Items from a dataset
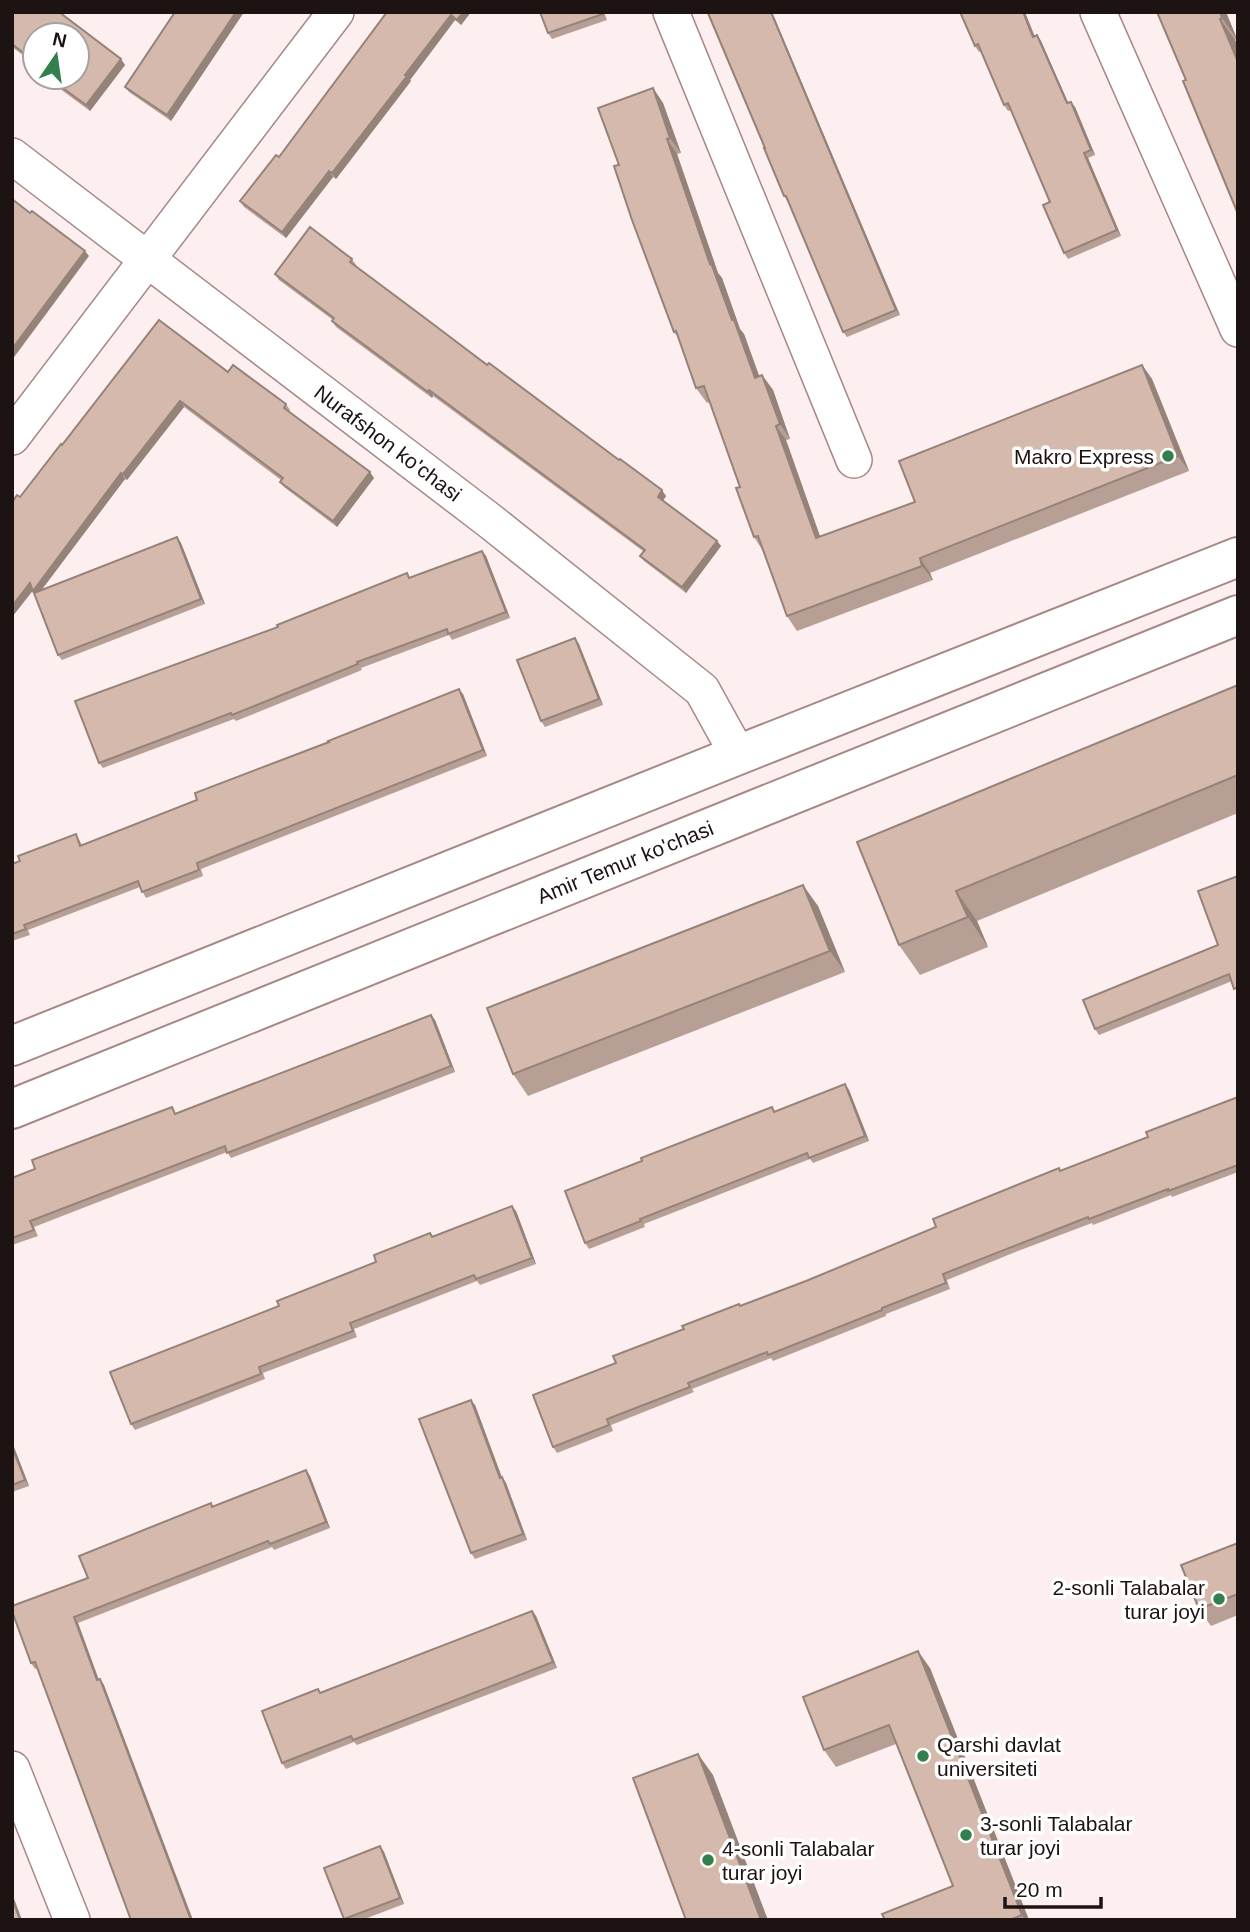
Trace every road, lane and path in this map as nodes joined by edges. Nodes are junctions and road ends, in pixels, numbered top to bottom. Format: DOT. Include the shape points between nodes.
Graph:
graph roads {
  1 [pos="336,12"];
  2 [pos="671,12"];
  3 [pos="1098,12"];
  4 [pos="12,156"];
  5 [pos="148,261"];
  6 [pos="1238,329"];
  7 [pos="12,436"];
  8 [pos="854,460"];
  9 [pos="1238,557"];
  10 [pos="1238,615"];
  11 [pos="738,755"];
  12 [pos="12,1046"];
  13 [pos="12,1109"];
  14 [pos="12,1769"];
  15 [pos="72,1920"];
  1 -- 5 [label="street"];
  2 -- 8 [label="street"];
  3 -- 6 [label="street"];
  4 -- 5 [label="street, Nurafshon ko'chasi"];
  5 -- 7 [label="street"];
  5 -- 11 [label="street, Nurafshon ko'chasi" via="490,521 702,691"];
  9 -- 11 [label="main road"];
  10 -- 13 [label="main road, Amir Temur ko'chasi"];
  11 -- 12 [label="main road"];
  14 -- 15 [label="street"];
}
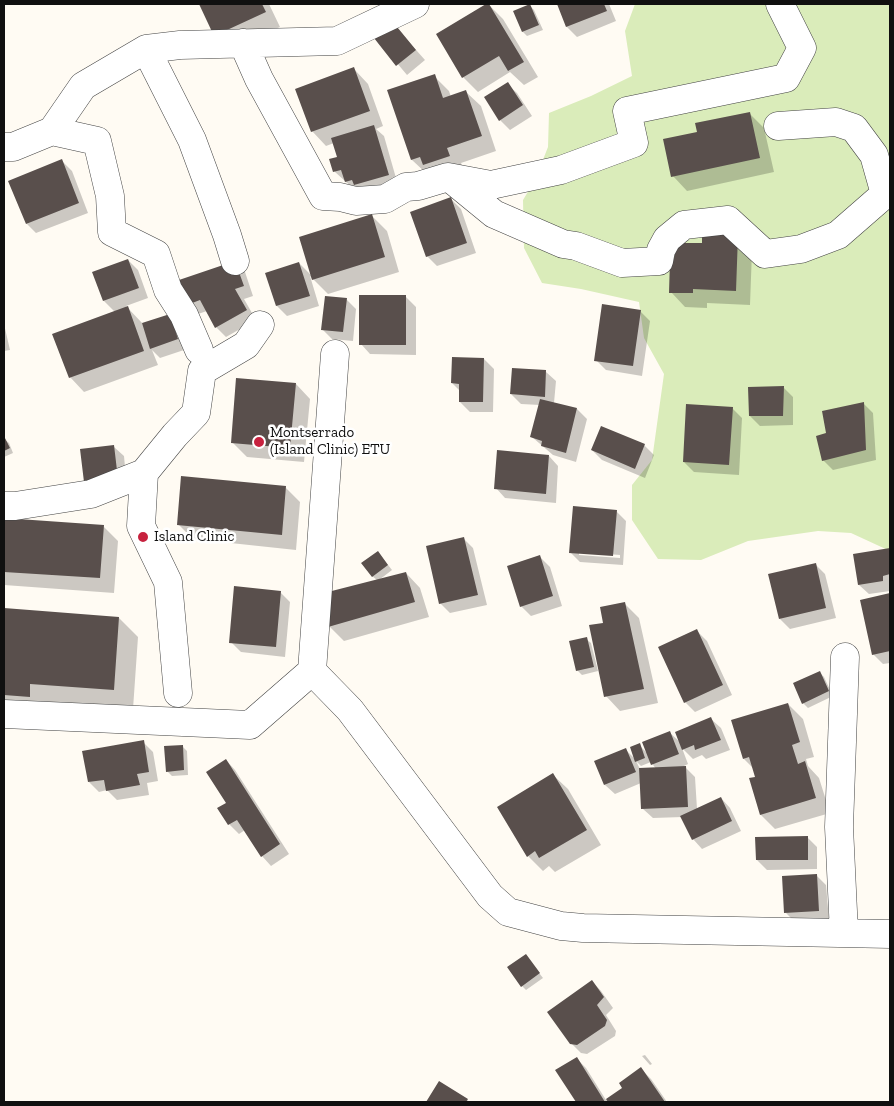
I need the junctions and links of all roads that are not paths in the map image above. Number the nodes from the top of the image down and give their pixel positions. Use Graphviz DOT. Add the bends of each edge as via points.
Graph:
graph roads {
  1 [pos="415,4"];
  2 [pos="780,4"];
  3 [pos="243,43"];
  4 [pos="146,49"];
  5 [pos="778,126"];
  6 [pos="52,131"];
  7 [pos="4,147"];
  8 [pos="448,177"];
  9 [pos="235,261"];
  10 [pos="260,325"];
  11 [pos="198,350"];
  12 [pos="335,354"];
  13 [pos="144,473"];
  14 [pos="4,506"];
  15 [pos="845,657"];
  16 [pos="312,671"];
  17 [pos="178,693"];
  18 [pos="4,714"];
  19 [pos="844,933"];
  20 [pos="890,934"];
  1 -- 3 [label="street" via="337,40"];
  2 -- 8 [label="street" via="802,48 786,78 627,111 634,143 561,170 492,185"];
  3 -- 4 [label="street"];
  3 -- 8 [label="street" via="259,79 323,196 349,200 385,199 406,187"];
  4 -- 6 [label="street" via="83,86"];
  4 -- 9 [label="street" via="192,140"];
  5 -- 8 [label="street" via="836,122 854,128 874,155 885,194 838,236 800,249 765,254 728,220 684,225 667,239 659,261 622,263 563,244 494,214"];
  6 -- 7 [label="street" via="13,147"];
  6 -- 11 [label="street" via="97,141 110,196 112,232 156,254 168,290 184,315"];
  10 -- 13 [label="street" via="246,346 202,371 196,413"];
  12 -- 16 [label="street"];
  13 -- 14 [label="street" via="91,494"];
  13 -- 17 [label="street" via="141,526 168,582"];
  15 -- 19 [label="street" via="839,828"];
  16 -- 18 [label="street" via="250,726"];
  16 -- 19 [label="street" via="350,710 490,896 508,912 583,928"];
  19 -- 20 [label="street"];
}
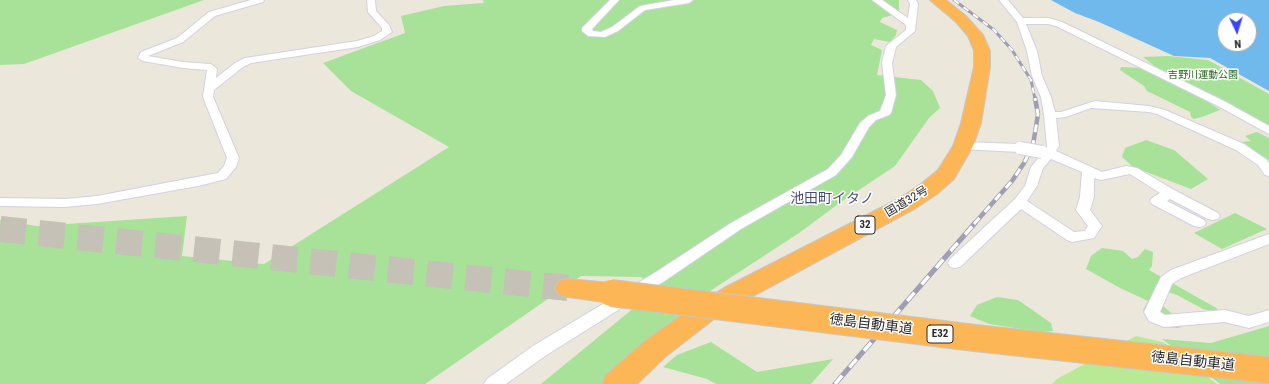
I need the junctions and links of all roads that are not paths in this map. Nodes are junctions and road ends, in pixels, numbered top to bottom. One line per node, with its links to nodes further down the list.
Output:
1 (260, 0): 11 (street)
2 (371, 0): 11 (street)
3 (615, 0): 4 (street)
4 (689, 0)
5 (876, 0): 10 (street)
6 (912, 0): 10 (street)
7 (937, 0): 14 (highway, 国道32号 / 32)
8 (1003, 0): 9 (street)
9 (1021, 20): 12 (street); 13 (street)
10 (911, 24): 28 (street)
11 (209, 90): 19 (street)
12 (1050, 116): 15 (street); 17 (street)
13 (1269, 131)
14 (964, 146): 15 (street, bridge); 29 (highway, 国道32号 / 32)
15 (1046, 152): 16 (street); 20 (street)
16 (1088, 170): 18 (street); 20 (street)
17 (1269, 172)
18 (1169, 193): 21 (street); 22 (street)
19 (0, 202)
20 (1020, 202): 24 (street)
21 (1213, 216)
22 (1199, 224)
23 (1269, 239): 26 (street)
24 (955, 263)
25 (568, 288): 27 (highway, 徳島自動車道 / E32, bridge)
26 (1269, 316)
27 (1269, 370)
28 (493, 384)
29 (617, 384)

**Aim of the exercise:**
Where the word "numbered" appears in a line of the entries, copy that line.

**Exercise solution:**
Trace every road, lane and path in this map as nodes joined by edges. Nodes are junctions and road ends, in pixels, numbered top to bottom. Format: DOT. Include the shape points between nodes.
I need the junctions and links of all roads that are not paths in this map. Nodes are junctions and road ends, in pixels, numbered top to bottom. One line per node, with its links to nodes further down the list.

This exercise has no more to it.